Deutscher „Sektenführer“ in Uruguay ermordet aufgefunden
Die Leiche des 61-jährigen Arno Wollensak, Gründer der Berliner esoterischen Gruppe „Licht-Oase“ bzw. „Ramtha“ (vgl. MD 10/2000, 342) und von deutschen Behörden gesuchter Sexualstraftäter, wurde nach Angaben der Zeitung „El Pais“ Ende August 2016 am Strand der südosturuguayanischen Ortschaft La Floresta entdeckt und wenige Tage später identifiziert. Alles deutet auf einen Racheakt hin: Nach Mitteilung des zuständigen Richters sei der Tote im Sand halb begraben, mit einer Plastiktüte über dem Kopf, angelegten Handschellen und gefesselten Füßen aufgefunden worden.
Im Jahr 2005 machte der Erlebnisbericht der 25-jährigen Schweizerin Lea Saskia Laasner die destruktiven und menschenverachtenden Praktiken Wollensaks in einem Buch publik: Als Minderjährige war sie von ihm sexuell missbraucht worden (vgl. MD 5/2005, 188f).
Wollensak stammt ursprünglich aus Oerlinghausen im Lipperland. Die ersten Anfänge der esoterischen Gruppe werden laut Laasner in Berlin greifbar: Wollensak und Julie Ravell, das spätere „Medium“ der Gruppe, waren zunächst Osho- bzw. „Bhagwan“-Anhänger. Sie eröffneten einen esoterischen „Kristallladen“, wo sie dann auch „spirituelle Seminare“ anboten. So entstand Anfang der 1990er Jahre schließlich die esoterische Gruppe „Licht-Oase“ bzw. „Ramtha“, die jedoch nichts mit der gleichnamigen Gruppe um JZ Knight zu tun hat. Ravell betrachtete sich als „Medium“ der Gruppe und berief sich in ihren Channeling-Botschaften ebenfalls auf die Wesenheit Ramtha, was zu juristischen Auseinandersetzungen mit der Ideengeberin JZ Knight führte. Die US-Amerikanerin konnte erfolgreich gegen Ravell wegen der Verletzung von Urheberrechten klagen. Daraufhin durfte die Deutsche nach einem Beschluss des Obersten Gerichtshofs in Österreich (OGH 4Ob96/97i) keinen Kontakt mehr zu „Ramtha“ aufnehmen. Erstmals sei Ravell im September 1992 als „Medium, durch welches Ramtha spricht“, aufgetreten. Die „Licht-Oase“ teilte Anfang 1994 lapidar mit, dass Ravell nunmehr mit einer Wesenheit „Maghan“ auf einer höheren Schwingungsebene kommuniziere.

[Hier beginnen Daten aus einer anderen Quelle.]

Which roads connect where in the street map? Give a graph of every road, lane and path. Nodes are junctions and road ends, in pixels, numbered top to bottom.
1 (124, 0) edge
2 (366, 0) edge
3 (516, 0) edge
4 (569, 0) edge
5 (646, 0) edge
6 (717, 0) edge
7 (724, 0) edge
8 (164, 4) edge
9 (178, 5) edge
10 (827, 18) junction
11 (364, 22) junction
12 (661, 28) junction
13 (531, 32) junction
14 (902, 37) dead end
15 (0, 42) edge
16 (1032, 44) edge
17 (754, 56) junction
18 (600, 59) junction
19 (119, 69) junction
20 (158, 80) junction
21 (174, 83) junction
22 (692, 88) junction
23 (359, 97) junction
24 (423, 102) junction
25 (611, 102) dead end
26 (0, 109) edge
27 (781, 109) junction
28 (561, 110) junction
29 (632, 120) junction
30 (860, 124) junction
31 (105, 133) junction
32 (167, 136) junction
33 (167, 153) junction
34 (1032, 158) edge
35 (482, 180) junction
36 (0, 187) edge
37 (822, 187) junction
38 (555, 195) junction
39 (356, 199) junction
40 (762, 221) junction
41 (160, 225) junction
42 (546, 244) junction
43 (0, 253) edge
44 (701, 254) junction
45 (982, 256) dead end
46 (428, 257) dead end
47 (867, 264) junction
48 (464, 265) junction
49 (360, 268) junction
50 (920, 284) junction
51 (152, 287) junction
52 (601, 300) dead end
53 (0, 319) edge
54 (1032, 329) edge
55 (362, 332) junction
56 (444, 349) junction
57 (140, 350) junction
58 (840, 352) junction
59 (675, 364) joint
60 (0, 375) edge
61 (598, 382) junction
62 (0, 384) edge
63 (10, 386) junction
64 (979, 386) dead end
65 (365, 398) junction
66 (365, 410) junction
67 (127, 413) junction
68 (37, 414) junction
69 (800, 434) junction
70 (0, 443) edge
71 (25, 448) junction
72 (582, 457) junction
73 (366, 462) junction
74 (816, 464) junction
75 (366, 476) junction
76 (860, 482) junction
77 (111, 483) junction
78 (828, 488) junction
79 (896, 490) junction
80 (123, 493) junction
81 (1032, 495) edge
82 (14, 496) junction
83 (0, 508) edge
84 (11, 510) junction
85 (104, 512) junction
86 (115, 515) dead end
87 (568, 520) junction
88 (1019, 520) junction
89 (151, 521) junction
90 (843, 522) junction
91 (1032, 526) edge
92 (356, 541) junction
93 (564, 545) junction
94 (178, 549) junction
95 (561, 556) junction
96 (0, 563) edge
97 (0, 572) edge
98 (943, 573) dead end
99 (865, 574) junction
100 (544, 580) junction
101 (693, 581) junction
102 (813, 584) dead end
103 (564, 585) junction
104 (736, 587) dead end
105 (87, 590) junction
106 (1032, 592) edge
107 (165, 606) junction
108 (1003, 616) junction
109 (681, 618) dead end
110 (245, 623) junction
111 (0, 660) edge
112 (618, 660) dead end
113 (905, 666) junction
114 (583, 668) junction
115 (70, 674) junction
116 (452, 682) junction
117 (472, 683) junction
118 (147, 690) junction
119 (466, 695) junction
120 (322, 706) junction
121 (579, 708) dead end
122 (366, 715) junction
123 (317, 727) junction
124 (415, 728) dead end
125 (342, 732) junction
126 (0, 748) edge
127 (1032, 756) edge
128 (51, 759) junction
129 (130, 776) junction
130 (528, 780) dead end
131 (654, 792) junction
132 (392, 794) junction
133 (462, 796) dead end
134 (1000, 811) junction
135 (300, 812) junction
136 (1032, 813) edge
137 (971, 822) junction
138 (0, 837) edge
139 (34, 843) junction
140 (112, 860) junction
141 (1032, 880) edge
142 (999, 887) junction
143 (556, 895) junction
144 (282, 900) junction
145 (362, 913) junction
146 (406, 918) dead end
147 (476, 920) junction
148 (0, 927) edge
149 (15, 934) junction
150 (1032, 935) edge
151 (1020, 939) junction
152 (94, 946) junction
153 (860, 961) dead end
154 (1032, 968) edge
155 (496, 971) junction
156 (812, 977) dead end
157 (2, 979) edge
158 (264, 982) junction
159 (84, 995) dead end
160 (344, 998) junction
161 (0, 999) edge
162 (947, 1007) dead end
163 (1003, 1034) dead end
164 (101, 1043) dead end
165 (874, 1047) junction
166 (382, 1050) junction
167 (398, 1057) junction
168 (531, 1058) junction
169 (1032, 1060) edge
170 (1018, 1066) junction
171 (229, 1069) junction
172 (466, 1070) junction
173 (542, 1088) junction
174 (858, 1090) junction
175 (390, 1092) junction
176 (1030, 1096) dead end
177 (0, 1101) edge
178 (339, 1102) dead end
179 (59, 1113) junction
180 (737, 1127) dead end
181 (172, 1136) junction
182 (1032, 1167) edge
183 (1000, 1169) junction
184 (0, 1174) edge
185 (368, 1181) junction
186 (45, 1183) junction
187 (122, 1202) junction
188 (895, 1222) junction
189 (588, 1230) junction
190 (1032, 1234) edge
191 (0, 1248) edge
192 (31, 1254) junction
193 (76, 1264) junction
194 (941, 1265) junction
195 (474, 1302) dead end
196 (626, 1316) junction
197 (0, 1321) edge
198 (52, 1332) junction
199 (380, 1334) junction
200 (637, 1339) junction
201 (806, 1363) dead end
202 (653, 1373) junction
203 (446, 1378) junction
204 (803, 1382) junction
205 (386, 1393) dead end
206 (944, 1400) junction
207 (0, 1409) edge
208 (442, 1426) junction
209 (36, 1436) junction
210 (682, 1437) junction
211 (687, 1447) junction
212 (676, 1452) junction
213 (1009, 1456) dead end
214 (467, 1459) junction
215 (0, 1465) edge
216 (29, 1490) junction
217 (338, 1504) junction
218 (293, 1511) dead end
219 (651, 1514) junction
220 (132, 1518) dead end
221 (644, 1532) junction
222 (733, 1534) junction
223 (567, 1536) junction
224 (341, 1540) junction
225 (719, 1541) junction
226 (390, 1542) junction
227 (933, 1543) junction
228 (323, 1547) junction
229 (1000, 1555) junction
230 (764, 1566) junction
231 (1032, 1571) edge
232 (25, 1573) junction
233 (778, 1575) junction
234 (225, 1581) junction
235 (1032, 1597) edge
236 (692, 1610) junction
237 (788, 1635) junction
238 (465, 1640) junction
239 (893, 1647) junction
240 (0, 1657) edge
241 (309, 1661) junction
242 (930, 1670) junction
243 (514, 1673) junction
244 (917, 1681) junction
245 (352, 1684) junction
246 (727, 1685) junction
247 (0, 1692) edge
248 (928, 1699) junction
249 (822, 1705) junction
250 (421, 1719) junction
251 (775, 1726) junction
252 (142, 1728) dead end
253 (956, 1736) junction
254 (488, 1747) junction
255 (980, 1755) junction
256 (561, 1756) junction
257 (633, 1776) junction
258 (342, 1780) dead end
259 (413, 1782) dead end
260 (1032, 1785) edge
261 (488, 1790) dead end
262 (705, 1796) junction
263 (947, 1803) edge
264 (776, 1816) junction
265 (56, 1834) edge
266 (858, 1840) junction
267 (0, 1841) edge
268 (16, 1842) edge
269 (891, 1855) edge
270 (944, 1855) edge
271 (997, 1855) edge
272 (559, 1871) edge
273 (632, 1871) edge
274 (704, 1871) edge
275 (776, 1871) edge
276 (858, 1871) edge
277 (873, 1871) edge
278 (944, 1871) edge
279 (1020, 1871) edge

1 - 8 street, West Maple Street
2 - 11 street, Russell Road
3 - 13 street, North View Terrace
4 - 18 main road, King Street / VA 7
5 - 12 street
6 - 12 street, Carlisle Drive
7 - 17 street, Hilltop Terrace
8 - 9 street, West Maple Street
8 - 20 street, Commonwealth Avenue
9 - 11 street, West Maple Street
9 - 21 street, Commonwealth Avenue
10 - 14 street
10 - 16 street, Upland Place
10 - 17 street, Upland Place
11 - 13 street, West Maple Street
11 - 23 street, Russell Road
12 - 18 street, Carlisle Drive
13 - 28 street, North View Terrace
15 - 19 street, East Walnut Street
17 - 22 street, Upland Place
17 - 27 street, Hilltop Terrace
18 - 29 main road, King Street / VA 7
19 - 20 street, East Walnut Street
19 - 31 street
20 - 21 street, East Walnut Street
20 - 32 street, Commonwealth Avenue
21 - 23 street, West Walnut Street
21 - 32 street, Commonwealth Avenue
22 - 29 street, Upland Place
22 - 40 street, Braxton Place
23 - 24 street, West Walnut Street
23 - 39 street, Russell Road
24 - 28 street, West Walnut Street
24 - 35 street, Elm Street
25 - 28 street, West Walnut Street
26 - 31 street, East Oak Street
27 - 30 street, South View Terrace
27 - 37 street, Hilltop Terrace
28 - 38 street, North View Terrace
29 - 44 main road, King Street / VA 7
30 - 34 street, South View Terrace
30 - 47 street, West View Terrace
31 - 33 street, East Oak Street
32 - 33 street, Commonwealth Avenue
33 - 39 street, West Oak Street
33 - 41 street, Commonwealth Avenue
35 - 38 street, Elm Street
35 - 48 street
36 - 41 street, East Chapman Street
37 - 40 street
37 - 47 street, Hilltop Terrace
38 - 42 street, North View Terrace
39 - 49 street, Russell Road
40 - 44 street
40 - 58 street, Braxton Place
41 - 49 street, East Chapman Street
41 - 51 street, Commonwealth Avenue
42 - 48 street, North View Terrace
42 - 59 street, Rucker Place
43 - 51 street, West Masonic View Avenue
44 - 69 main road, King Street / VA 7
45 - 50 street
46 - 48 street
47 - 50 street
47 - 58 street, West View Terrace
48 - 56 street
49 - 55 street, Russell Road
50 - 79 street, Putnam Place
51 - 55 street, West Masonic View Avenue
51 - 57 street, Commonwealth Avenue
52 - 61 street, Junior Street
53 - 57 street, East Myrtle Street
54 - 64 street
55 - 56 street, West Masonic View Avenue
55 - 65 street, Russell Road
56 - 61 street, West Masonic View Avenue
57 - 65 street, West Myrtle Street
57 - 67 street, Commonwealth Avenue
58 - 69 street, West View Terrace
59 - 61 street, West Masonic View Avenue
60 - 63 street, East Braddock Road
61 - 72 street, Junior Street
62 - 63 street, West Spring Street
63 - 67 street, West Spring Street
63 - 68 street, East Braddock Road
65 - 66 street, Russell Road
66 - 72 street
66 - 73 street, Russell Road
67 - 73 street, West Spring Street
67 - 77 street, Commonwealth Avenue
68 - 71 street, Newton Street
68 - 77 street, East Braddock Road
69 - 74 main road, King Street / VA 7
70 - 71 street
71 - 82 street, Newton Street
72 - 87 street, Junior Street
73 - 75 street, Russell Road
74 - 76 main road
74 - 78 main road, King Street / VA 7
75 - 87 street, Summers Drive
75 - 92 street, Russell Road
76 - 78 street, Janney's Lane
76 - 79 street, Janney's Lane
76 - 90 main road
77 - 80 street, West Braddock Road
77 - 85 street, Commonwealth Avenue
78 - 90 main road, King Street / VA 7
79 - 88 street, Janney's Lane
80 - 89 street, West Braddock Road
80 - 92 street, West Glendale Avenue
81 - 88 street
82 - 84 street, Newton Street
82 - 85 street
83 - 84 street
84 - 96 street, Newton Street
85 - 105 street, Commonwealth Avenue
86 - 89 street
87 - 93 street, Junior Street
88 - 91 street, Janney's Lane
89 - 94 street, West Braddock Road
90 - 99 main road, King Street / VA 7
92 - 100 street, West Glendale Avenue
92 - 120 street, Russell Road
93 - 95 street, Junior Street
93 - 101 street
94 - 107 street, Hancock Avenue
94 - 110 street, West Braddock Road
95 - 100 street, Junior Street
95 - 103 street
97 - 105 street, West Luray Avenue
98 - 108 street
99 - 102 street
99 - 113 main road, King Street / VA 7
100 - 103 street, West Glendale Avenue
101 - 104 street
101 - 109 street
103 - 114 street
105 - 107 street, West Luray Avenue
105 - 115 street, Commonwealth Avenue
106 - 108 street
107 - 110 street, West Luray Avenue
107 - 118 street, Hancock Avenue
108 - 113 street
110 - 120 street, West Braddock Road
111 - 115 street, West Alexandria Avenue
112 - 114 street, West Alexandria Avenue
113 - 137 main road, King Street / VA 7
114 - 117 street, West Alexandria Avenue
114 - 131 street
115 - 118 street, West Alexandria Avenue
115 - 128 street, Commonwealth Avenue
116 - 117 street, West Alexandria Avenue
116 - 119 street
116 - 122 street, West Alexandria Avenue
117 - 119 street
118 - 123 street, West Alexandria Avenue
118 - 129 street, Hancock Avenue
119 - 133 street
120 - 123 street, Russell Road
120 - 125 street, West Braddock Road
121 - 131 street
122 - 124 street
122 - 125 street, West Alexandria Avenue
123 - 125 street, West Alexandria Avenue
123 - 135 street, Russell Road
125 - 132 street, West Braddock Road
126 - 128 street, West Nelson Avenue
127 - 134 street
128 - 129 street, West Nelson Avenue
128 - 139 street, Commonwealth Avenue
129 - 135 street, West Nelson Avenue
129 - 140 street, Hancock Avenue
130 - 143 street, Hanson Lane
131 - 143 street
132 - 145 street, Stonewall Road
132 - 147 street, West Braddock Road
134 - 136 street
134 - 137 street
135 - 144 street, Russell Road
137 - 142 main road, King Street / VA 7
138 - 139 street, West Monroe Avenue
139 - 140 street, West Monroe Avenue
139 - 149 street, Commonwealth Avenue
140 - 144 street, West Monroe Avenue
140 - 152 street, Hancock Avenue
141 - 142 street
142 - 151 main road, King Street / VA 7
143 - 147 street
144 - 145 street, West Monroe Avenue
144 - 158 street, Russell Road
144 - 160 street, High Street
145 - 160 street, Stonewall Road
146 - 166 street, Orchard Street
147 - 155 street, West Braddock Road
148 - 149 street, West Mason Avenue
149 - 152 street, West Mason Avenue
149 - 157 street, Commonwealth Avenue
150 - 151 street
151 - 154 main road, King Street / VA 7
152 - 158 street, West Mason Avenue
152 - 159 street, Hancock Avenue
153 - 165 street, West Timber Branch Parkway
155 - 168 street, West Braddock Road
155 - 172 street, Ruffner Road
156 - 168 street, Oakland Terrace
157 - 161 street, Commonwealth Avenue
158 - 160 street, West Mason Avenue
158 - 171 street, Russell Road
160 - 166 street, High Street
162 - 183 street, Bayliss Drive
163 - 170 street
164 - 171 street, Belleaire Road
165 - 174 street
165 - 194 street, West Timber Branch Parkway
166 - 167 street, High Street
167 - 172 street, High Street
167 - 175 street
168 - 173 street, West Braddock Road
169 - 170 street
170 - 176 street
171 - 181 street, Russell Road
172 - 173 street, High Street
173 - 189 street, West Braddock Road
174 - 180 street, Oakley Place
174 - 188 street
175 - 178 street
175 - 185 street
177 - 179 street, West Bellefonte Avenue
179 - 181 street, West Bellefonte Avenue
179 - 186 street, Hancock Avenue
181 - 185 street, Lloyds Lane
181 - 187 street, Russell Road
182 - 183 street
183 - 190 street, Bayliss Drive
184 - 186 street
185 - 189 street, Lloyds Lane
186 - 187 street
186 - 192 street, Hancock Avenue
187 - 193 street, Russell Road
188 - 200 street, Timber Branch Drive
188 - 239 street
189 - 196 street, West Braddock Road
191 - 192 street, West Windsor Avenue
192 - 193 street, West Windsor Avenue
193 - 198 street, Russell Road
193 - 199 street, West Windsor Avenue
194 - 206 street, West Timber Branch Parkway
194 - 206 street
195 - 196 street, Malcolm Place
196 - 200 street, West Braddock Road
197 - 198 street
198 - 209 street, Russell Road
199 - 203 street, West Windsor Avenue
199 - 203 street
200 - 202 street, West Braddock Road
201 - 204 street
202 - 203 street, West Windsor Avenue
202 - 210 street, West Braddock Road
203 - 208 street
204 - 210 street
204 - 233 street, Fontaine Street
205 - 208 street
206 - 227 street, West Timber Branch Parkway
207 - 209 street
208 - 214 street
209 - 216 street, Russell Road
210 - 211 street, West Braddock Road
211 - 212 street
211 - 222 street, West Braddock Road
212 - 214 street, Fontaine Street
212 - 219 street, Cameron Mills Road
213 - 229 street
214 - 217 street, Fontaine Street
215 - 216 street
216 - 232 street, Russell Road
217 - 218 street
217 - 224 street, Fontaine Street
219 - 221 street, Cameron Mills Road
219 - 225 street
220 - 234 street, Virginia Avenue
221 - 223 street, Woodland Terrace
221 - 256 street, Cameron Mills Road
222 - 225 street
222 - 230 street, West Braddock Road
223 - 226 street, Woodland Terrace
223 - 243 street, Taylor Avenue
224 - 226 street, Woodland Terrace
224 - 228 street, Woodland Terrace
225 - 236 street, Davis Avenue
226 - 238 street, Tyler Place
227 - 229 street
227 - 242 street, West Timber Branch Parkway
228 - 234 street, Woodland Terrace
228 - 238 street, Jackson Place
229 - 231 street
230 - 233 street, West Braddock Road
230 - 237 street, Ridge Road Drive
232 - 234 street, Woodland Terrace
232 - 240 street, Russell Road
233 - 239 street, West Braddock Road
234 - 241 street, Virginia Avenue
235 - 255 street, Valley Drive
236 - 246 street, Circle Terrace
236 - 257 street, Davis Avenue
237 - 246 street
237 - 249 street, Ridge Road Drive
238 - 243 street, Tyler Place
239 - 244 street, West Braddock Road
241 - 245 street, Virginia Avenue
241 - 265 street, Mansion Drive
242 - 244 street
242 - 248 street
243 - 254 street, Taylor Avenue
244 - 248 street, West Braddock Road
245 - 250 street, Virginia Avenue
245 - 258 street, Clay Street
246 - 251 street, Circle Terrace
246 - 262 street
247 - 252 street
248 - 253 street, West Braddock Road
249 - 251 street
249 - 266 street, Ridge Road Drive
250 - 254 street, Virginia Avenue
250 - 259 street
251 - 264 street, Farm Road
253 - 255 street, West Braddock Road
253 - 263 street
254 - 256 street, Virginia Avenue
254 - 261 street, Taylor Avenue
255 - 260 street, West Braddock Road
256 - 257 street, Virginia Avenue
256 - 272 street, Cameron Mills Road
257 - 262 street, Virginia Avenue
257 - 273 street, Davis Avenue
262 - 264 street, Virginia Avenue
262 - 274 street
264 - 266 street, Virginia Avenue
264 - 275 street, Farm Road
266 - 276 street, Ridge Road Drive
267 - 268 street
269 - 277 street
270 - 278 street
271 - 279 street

Die Gruppe um Wollensak und Ravell umfasste nach Schätzungen rund 40 Personen. Im Laufe der Zeit gab sich innerhalb der Gruppe ein typischer dynamischer Versektungsprozess zu erkennen: Die Anhänger um den charismatischen wie tyrannischen Wollensak waren zunehmend davon überzeugt, dass die Apokalypse unmittelbar bevorstünde, sie sich aber mit „Ramthas“ Hilfe transformieren könnten. Die Gruppe lebte in nahezu völliger Isolation in Österreich, Bayern und Portugal. 1993 siedelte sie nach Belize über, einem kleinen Land an der Südgrenze Mexikos. In dieser Zeit wurde die damals 13-jährige Laasner, deren Eltern Mitglieder der „Licht-Oase“ waren, missbraucht. 2001 gelang der inzwischen jungen Frau die Flucht. Sie erstattete Anzeige wegen Sexualverbrechen. Wie die Detmolder Staatsanwaltschaft mitteilte, soll der Mann zwischen Frühjahr und November 1994 die damals 13-jährige Laasner mehrfach vergewaltigt und sexuell misshandelt haben. Wollensak wurde daraufhin angeklagt, seine Partnerin Ravell wegen Beihilfe. Ihr wurde vorgeworfen, das Mädchen manipuliert zu haben, damit es sich nicht gegen die sexuellen Übergriffe wehrt.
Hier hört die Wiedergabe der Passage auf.